Below I do my level best to try to lead you through this. Assuming that I haven't screwed it up, you will probably screw it up the first time - so be persistent. Here are the steps:

Step 1
Review Part A, Ch.2 ["CPA Exemptions from Coverage"] to see if you can locate your consumer situation in any of the s.2,3 or 4 exemption types (ie. fully CPA-exempt, partially CPA-exempt or under federal jurisdiction).

. if the sector is fully exempt or under federal jurisdiction, see if you can locate a chapter covering it in Part B. If you can - use it. If not it is because I haven't written one yet and you are on your own. Sorry.

. if the sector is not mentioned in Ch.2, proceed to step 2.

. if the sector is mentioned but is 'partially exempt' proceed to step 3.

Step 2
If your situation does not fall into an identified consumer sector don't be surprised, lots don't. But if you are sure it is a consumer situation [ie. a goods or services transaction made for "personal, family or household purposes" - rather than for business purposes: CPA 1] - then it may be covered by the CPA general rules covered in Part A, Chapters 5 to 10.

Proceed to Step 4.

Step 3
If the economic sector that covers your situation is 'partially-exempt' from the CPA, read the details of those exceptions in Part A, Ch.2, s.3 ["CPA Exemptions from Coverage: Partially CPA-Exempt Categories"]. Subject to those exceptions, your situation may be covered by the CPA general rules covered in Part A, Chapters 5 through 10.

Proceed to Step 5.

Step 4
Review Chapter 3 ["CPA Forms of Consumer Agreements"] to determine if your situation falls into any one or more of the four 'form' categories explained there (ie. future performance agreements, direct agreements, internet agreements or remote agreements).

. if it does not fall into any of these four forms, then your situation is probably governed by the general CPA rules covered in Part A, Chapters 5 to 10.

. if it falls into one (only) of the 'forms', then your situation is probably governed by the rules of that 'form' and the general CPA rules covered in Part A, Chapters 5 to 10.

. if it falls into two or more of the 'forms', then go to Part A, Ch.4 ["CPA Rule Conflict Resolution"] and follow the explanation there to determine which of the 'sector' or 'form' rules are paramount, or if they can co-exist together. Your situation is probably governed by those Ch.4-generated rules AND the general CPA rules covered in Part A, Chapters 5 to 10.

Step 5
Review Chapter 3 ["CPA Forms of Consumer Agreements"] to determine if your situation falls into any one or more of the four 'form' categories explained there (ie. future performance agreements, direct agreements, internet agreements or remote agreements).

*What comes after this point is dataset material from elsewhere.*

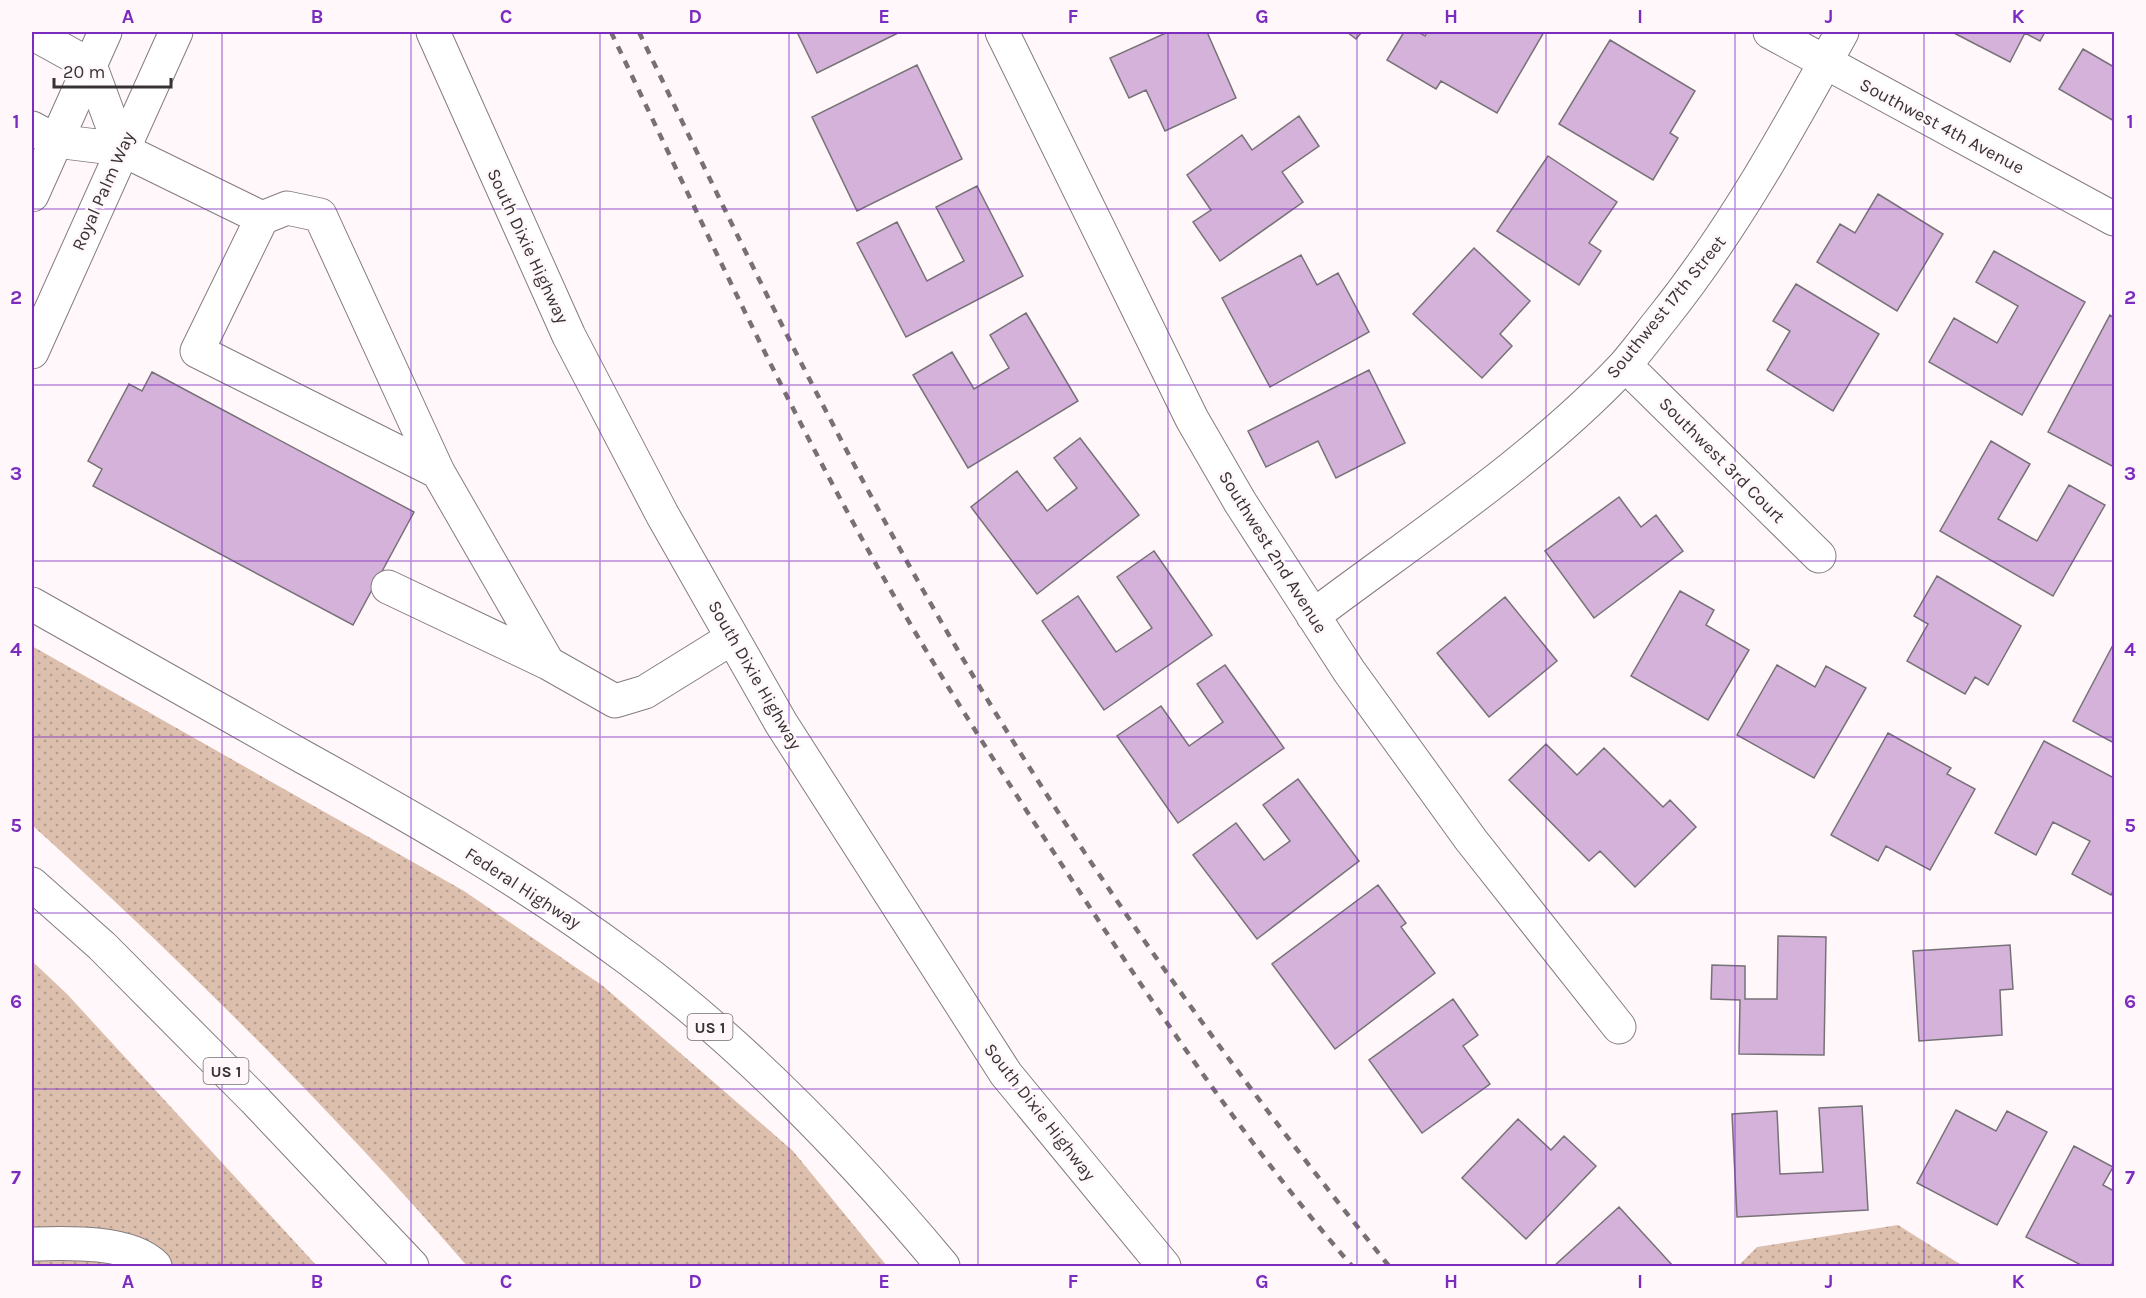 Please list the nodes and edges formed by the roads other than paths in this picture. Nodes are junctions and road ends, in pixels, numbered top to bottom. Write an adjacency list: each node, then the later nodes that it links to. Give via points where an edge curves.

. if it does not fall into any of these four forms, then your situation is probably governed by the general CPA rules covered in Part A, Chapters 5 to 10, subject to the applicable sector partial exemptions set out in Part A, Ch.2, s.3 ["CPA Exemptions from Covererage: Partially CPA-Exempt Sectors"].

. if it falls into one (only) of the 'forms', then your situation is probably governed by the rules of that 'form' and the general CPA rules covered in Part A, Chapters 5 to 10, subject to the applicable partial exemptions set out in Ch.2 ["CPA Exemptions from Covererage"].

. if it falls into two or more of the 'forms', then go to Part A, Ch.4 ["CPA Rule Conflict Resolution"] and follow the explanation there to determine which if the 'sector' or 'form' rules are paramount, or if they can co-exist together. Your situation is probably governed by those Ch.4-generated rules and the general CPA rules covered in Part A, Chapters 5 to 10, subject to the applicable partial exemptions set out in Ch.2 ["CPA Exemptions from Covererage"].